Hudson Foods Inc.
Hudson Foods Inc.
1225 Hudson Road
Rogers, Arkansas 72756
U.S.A.
(501) 636-1100
Fax: (501) 621-5192
Public Company
Incorporated: 1972
Employees: 9,000
Sales: $1.04 billion
Stock Exchanges: New York
SICs: 2015 Poultry Slaughtering and Processing; 2013 Sausages and Other Prepared Meats
Hudson Foods, Inc., is one of the largest producers of poultry and prepared meats in the United States. The company’s client base includes grocery chains, wholesalers, and the food service industry. It is a wholly integrated producer of poultry products, capable of breeding, hatching, feeding, raising, slaughtering, processing, and marketing chicken and turkey. Hudson also produces eggs and egg products through its NEPCO division and frozen prepared foods through its subsidiary Pierre Frozen Foods Inc. Prepared meats, such as bologna, sliced turkey and sausage links are sold under the company’s Ohse, Schweigert, and Roegelein brands; poultry is sold under the Hudson brand name. Entering the mid-1990s, the company operated processing and sales operations in 11 states, a sales and distribution center in Poland, and a sales office in Russia. In 1994 company sales topped $1 billion for the first time.
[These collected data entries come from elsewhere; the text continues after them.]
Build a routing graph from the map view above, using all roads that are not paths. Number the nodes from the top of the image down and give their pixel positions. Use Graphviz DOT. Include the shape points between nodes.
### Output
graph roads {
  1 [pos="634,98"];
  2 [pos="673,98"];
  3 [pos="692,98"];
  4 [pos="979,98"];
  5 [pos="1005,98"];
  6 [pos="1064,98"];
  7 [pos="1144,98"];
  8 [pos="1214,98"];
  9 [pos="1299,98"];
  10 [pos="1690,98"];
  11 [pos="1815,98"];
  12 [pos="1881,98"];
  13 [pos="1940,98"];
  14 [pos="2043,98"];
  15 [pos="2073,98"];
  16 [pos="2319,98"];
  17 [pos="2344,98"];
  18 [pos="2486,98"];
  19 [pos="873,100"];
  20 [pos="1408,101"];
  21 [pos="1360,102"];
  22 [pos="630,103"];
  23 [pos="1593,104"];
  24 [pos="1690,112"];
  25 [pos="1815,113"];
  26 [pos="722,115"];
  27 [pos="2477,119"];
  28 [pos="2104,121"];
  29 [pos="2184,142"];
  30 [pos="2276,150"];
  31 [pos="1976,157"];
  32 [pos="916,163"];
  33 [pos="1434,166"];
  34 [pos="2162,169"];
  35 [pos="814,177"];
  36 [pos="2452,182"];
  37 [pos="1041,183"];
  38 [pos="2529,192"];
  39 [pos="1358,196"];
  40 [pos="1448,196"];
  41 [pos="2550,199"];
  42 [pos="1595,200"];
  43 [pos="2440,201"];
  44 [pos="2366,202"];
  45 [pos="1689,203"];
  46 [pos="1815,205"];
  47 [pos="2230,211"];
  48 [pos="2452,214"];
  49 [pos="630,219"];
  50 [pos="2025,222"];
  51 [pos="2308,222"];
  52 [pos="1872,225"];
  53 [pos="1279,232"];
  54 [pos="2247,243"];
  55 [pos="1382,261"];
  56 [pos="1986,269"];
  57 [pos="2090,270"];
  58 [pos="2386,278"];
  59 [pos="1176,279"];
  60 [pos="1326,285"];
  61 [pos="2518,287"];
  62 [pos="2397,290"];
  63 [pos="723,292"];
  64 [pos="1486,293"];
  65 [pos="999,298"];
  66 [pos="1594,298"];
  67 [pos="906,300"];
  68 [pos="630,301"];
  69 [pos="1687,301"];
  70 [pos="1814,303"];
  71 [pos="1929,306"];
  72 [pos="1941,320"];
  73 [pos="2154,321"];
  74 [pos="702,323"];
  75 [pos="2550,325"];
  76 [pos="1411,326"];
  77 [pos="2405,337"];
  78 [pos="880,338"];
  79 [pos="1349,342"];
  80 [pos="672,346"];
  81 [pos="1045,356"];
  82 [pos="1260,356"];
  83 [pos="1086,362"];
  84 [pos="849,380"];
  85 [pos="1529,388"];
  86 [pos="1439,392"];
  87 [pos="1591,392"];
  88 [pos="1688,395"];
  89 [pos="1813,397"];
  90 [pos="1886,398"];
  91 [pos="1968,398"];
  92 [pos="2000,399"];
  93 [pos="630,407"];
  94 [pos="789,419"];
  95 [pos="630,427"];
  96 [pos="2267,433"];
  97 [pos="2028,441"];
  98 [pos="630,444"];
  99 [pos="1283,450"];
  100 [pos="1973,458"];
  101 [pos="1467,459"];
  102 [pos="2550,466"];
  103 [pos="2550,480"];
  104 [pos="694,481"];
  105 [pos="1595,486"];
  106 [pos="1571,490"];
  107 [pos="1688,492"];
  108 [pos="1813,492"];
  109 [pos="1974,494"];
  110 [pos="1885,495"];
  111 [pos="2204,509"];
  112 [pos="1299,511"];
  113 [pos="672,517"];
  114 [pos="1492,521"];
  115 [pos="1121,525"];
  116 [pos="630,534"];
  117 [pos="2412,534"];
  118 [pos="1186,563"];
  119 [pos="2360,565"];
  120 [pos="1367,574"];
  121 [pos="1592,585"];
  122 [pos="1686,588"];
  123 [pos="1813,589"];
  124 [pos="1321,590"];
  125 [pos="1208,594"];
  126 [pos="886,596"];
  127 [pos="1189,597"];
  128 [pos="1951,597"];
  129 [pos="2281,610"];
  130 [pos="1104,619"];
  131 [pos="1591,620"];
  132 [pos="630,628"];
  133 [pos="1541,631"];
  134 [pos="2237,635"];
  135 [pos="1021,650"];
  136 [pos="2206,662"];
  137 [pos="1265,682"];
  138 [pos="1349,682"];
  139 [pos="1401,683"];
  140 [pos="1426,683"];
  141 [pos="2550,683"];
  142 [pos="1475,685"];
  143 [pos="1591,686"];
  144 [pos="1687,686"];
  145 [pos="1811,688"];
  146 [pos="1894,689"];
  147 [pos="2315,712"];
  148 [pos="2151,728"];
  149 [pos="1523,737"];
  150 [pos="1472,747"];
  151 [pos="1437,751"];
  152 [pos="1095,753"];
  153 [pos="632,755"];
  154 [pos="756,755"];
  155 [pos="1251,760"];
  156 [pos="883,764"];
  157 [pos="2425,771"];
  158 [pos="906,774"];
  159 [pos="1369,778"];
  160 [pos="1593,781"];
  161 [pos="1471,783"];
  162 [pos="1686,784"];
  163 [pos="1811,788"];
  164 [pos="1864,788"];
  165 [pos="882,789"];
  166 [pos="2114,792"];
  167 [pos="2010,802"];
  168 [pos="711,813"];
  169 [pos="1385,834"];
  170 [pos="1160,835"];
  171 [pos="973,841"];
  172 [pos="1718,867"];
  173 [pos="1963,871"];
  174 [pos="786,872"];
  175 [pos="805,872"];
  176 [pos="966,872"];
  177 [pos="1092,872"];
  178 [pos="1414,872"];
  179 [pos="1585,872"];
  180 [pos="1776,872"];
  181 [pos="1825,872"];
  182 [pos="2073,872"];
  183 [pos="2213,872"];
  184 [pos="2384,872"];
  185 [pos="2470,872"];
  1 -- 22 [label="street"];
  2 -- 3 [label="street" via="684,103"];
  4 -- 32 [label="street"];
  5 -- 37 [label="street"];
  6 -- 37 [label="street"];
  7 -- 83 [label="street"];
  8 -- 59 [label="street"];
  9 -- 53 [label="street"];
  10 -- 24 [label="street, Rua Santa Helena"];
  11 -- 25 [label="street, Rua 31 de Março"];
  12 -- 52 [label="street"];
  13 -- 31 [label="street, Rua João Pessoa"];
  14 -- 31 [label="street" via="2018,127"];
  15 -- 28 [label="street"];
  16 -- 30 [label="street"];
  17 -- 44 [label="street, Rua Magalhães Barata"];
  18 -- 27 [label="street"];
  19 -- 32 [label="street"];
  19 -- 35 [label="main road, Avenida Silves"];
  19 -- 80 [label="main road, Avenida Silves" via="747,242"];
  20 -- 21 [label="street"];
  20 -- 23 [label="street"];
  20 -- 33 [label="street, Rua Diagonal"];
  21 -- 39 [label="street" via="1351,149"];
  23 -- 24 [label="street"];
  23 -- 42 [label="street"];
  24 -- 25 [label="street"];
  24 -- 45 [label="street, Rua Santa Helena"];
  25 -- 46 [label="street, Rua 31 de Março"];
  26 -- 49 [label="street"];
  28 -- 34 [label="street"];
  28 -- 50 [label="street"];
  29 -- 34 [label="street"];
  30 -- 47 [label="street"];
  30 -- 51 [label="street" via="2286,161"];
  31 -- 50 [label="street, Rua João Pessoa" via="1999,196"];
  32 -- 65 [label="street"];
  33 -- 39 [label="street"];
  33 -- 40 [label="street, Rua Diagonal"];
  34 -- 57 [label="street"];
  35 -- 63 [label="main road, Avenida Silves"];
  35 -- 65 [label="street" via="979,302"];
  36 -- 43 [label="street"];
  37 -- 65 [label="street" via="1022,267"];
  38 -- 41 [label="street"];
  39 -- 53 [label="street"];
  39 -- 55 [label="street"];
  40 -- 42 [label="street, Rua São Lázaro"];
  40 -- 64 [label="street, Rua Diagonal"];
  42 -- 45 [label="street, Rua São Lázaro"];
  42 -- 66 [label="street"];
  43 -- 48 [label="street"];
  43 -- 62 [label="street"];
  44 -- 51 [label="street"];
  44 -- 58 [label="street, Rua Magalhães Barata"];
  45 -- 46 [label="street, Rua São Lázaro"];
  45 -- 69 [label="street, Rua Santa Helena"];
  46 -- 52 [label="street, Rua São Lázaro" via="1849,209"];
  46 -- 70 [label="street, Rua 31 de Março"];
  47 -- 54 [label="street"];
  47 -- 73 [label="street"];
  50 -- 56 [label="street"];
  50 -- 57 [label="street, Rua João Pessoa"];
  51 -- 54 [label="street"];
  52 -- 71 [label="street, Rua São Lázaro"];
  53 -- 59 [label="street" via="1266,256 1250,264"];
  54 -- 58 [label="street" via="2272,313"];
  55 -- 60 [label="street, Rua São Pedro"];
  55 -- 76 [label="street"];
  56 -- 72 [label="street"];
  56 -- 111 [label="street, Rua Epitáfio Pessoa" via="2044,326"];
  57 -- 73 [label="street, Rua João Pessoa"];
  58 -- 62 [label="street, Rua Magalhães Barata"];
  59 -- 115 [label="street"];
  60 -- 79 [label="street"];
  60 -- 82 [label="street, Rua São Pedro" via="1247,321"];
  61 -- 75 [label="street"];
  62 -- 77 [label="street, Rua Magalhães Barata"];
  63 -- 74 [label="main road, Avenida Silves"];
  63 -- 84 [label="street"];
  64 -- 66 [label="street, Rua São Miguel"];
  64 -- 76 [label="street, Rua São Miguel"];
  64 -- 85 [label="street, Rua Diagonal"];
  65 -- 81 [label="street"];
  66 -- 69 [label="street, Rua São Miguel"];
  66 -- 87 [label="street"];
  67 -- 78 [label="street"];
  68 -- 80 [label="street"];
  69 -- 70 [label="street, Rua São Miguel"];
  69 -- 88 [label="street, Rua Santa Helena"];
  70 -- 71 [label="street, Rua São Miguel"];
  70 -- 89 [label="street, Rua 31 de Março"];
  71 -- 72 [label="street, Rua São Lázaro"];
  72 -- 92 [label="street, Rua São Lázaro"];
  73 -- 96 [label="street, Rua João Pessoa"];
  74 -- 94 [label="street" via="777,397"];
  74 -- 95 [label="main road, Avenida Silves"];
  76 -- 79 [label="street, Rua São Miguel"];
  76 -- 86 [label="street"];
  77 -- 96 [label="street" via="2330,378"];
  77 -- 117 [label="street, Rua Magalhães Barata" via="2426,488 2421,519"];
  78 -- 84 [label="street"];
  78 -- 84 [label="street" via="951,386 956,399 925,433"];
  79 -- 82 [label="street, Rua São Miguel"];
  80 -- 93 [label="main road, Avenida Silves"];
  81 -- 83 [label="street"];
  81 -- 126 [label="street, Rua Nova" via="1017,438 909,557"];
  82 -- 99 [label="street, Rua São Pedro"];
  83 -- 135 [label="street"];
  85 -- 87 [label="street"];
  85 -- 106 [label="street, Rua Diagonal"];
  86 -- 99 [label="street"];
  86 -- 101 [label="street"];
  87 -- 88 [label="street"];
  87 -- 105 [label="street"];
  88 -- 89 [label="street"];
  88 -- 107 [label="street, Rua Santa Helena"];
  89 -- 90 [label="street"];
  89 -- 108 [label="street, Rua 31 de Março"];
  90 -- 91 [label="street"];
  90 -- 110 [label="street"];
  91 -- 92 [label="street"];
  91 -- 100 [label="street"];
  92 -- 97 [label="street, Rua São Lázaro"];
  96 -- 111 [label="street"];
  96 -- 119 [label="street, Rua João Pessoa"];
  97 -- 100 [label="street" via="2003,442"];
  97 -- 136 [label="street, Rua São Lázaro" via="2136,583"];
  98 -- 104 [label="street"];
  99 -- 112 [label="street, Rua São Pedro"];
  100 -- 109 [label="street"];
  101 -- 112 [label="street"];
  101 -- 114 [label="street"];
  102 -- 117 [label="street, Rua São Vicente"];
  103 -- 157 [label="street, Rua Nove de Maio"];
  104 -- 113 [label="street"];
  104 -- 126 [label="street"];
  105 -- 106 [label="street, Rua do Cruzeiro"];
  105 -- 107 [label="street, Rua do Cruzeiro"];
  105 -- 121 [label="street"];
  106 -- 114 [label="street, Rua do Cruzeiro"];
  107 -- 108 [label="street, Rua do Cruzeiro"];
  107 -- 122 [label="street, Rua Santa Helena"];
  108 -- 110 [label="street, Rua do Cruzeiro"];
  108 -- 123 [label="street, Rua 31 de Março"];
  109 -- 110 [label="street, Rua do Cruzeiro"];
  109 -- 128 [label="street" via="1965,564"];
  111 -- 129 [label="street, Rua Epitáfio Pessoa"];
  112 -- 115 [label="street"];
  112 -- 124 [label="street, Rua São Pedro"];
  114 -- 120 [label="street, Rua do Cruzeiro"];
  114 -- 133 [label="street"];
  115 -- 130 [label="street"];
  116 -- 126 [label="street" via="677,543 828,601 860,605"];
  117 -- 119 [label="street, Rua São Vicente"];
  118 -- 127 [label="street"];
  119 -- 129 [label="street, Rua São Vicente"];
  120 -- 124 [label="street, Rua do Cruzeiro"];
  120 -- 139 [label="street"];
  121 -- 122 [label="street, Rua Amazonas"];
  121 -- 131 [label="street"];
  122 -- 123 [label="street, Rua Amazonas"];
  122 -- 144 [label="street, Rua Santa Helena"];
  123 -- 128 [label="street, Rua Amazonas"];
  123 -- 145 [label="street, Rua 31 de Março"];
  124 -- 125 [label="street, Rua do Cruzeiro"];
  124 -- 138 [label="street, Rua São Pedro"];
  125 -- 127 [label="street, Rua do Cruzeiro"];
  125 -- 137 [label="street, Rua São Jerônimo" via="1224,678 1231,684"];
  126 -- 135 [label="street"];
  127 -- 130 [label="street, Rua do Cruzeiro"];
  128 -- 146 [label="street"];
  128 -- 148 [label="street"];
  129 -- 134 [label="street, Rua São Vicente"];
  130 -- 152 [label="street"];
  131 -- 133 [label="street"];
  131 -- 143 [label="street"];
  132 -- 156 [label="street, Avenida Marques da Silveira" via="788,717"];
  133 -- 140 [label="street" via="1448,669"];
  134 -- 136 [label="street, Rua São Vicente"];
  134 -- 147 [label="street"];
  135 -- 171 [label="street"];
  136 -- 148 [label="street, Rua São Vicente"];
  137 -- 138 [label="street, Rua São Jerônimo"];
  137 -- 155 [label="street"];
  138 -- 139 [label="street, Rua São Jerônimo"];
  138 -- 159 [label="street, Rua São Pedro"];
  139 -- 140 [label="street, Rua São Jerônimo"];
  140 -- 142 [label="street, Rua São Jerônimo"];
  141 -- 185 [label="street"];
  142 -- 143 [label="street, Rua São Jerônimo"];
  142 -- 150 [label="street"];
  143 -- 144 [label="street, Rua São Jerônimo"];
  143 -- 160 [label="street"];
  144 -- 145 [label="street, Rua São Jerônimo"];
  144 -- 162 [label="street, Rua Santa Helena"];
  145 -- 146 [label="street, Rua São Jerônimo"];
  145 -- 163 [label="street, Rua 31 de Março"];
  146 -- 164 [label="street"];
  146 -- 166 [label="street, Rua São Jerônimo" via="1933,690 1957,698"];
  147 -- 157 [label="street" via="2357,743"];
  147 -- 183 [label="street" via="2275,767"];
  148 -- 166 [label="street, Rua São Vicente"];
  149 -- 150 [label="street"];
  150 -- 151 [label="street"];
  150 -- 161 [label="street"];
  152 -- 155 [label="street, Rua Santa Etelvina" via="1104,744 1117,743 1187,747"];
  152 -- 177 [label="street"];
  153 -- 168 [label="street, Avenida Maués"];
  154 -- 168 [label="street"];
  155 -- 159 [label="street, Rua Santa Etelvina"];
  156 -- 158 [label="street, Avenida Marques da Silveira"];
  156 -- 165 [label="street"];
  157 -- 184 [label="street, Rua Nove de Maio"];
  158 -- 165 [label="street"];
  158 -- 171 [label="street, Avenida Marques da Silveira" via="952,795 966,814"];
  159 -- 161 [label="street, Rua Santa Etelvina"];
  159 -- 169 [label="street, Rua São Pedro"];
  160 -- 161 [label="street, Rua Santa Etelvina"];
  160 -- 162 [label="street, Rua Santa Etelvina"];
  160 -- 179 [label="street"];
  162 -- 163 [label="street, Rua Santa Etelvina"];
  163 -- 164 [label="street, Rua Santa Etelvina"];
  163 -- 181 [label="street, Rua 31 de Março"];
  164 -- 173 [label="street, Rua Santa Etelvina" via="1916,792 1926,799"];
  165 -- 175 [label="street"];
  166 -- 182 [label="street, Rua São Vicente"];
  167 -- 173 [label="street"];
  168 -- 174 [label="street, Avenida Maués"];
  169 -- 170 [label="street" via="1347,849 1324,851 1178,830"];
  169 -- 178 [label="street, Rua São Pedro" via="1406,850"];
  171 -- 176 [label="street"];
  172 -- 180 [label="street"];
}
Hudson Foods was incorporated in 1972 when Ralston Purina Co. sought to divest itself of its poultry business. Its nationwide facilities were bought by approximately seven different buyers, among them James T. “Red” Hudson, a long-time employee of Ralston Purina who purchased the company’s poultry processing and broiler operation in Springdale, Arkansas, as well as five distribution centers located throughout the South. According to Hudson, few changes were made at the new company. “We essentially took down one sign and put up another, changed bank accounts and went forward with people that had experience of 20 to 25 years in a lot of areas,” he said in a May 1989 Wall Street Transcript article.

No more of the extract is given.